Session Examines Drug Interactions in Personalized Medicine

Evan Kharasch, M.D., Ph.D., said methadone is "very susceptible to drug interactions."

Evan Kharasch, M.D., Ph.D., said methadone is “very susceptible to drug interactions.”

Jag Khalsa, Ph.D., M.S., likens the possibility of genetic testing playing a role in treatment of patients to the arrival of Star Trek.

“I think in very near future we may be at a point when genetic testing is so cheap that we will be in a position to test if we find variability or nonresponse in a patient. We’ll say, ‘This guy does not have this enzyme, so let’s change the medication and treat him accordingly.’ Star Trek therapy is coming,” says Dr. Khalsa, Chief of the Medical Consequences Branch, Division of Pharmacotherapies and Medical Consequences of Drug Abuse, National Institute on Drug Abuse.

Dr. Khalsa and Judith Martin, M.D, FASAM, Medical Director of the BAART Turk Street Clinic, San Francisco, led a Friday session, “Drug-Drug Interactions: Role of Individualized Medicine,” sponsored by the National Institute on Drug Abuse.
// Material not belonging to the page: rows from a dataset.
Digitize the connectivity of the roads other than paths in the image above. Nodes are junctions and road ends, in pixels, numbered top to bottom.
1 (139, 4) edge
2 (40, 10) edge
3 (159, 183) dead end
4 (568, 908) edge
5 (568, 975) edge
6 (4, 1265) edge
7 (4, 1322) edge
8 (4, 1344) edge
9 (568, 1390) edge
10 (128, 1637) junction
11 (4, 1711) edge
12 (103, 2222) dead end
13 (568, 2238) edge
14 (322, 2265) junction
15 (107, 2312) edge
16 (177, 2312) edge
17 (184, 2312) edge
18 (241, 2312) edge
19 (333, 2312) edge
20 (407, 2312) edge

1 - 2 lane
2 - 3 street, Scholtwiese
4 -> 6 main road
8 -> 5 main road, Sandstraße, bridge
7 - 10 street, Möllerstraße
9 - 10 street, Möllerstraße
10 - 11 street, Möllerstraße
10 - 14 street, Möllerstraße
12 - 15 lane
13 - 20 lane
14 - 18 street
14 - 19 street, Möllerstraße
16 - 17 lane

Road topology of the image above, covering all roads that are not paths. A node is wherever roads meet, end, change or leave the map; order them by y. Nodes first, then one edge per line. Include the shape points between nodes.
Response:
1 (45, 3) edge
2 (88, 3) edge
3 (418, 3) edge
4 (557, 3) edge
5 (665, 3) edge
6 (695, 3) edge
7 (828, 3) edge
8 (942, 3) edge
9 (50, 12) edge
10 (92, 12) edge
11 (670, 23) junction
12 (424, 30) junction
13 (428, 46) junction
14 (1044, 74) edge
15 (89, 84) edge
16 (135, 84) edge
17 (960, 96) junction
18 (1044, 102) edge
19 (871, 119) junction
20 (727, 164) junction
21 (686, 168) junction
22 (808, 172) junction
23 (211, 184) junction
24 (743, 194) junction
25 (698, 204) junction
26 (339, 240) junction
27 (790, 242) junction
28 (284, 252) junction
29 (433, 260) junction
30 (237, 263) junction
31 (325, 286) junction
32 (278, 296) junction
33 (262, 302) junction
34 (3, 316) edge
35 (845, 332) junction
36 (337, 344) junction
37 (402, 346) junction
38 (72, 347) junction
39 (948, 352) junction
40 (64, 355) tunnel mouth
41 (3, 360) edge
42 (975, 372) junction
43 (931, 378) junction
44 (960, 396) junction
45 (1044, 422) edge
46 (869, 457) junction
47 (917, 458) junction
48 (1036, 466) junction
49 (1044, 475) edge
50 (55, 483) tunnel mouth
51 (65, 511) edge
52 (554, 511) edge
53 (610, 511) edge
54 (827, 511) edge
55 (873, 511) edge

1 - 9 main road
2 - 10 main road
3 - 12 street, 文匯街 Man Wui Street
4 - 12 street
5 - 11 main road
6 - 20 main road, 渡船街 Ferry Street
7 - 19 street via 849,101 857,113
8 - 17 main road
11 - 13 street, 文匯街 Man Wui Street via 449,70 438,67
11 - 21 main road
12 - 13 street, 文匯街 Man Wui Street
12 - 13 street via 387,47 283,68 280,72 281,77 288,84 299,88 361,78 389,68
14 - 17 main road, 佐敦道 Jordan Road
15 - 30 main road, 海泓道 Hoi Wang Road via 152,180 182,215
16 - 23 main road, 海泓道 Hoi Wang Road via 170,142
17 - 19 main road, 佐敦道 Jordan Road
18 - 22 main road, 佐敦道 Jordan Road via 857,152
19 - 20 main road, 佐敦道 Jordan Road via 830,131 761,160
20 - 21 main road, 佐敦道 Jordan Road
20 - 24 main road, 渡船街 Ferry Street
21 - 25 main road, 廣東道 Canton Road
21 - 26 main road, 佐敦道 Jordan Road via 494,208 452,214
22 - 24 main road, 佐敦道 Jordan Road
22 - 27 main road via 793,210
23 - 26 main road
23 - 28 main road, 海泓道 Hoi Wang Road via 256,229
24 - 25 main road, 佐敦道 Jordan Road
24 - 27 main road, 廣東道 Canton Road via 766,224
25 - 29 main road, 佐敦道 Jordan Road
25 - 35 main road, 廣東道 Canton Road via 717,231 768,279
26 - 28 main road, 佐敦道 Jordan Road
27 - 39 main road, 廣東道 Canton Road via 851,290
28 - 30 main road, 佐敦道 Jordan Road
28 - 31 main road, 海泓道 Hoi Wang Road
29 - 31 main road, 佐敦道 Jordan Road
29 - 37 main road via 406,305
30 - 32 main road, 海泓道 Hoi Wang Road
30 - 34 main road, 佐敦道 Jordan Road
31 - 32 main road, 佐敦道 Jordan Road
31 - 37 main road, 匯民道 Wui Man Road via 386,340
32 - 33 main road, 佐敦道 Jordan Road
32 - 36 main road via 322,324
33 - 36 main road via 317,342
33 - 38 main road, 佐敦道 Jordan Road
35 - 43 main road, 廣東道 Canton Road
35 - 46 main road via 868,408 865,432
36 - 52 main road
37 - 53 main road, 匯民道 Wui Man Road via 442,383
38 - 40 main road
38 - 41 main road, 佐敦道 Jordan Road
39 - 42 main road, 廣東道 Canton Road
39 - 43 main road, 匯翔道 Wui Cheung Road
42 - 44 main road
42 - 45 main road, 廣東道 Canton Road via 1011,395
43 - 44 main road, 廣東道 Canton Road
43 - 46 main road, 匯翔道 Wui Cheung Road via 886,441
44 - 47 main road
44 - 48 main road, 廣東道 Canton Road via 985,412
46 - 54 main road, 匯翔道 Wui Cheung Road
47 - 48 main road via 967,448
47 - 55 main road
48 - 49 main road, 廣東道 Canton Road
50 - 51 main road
The program focused on the pharmacogenetic and pharmacodynamic interactions among recreational drugs and medications used in the treatment of patients with HIV. Research is emerging on pharmacogenomics to show that the genomic profile of CYP450s in patients could be used to design therapy for individual patients.

Evan Kharasch, M.D., Ph.D., looked at the pharmacogenetics of methadone, which, he says is “very susceptible to drug interactions” and influences plasma concentrations and clearance of methadone.

The state of the art has been that studies in vitro attribute the enzyme P4503A4 as being responsible for methadone metabolism, causing conventional wisdom to credit the enzyme for methadone metabolism and clearance clinically.

A lot of papers said methadone was going to be susceptible to CYP3A4-mediated drug interactions, says Dr. Kharasch, the Russell D. and Mary B. Shelden Professor of Anesthesiology, Director, Division of Clinical & Translational Research, Department of Anesthesiology, and a Professor of Biochemistry and Molecular Biophysics, and Vice Chancellor for Research, Washington University, St. Louis.

Dr. Kharasch and his fellow researchers found that CYP3A4 has little or no influence on plasma concentrations or CL of single-dose IV or oral methadone and in single-dose IV or oral methadone N-demethylation. He found that CYP2B6 is responsible for clinical methadone metabolism.

In his talk on “Integrating Substance Abuse Treatment Into HIV Care Settings,” Patrick G. O’Connor, M.D., M.P.H., Professor of Medicine and Chief of General Internal Medicine, Yale University School of Medicine, New Haven, Conn., described buprenorphine/naloxone (bup/nx) use in patients with HIV.

Dr. O’Connor says research indicates that bup/nx decreases drug-related but not sex-related HIV risk; drug outcomes improve in HIV-infected patients receiving bup/nx; bup/nx is safe in HIV-infected patients; on-site bup/nx leads to improved outcomes compared to off-site methadone; and naltrexone treatment in HIV-infected patients appears to be safe, and it’s effectiveness is being studied.

Zeruesenay Desta, Ph.D., Associate Professor of Medicine, Pharmacology and Toxiology, Division of Clinical Pharmacology, Indiana University School of Medicine, Indianapolis, described the clinical use of efavirenz in HIV in his talk.

“I’m also a true believer in a personalized care. Patients do not respond or fail therapy because of a single thing,” Dr. Desta says.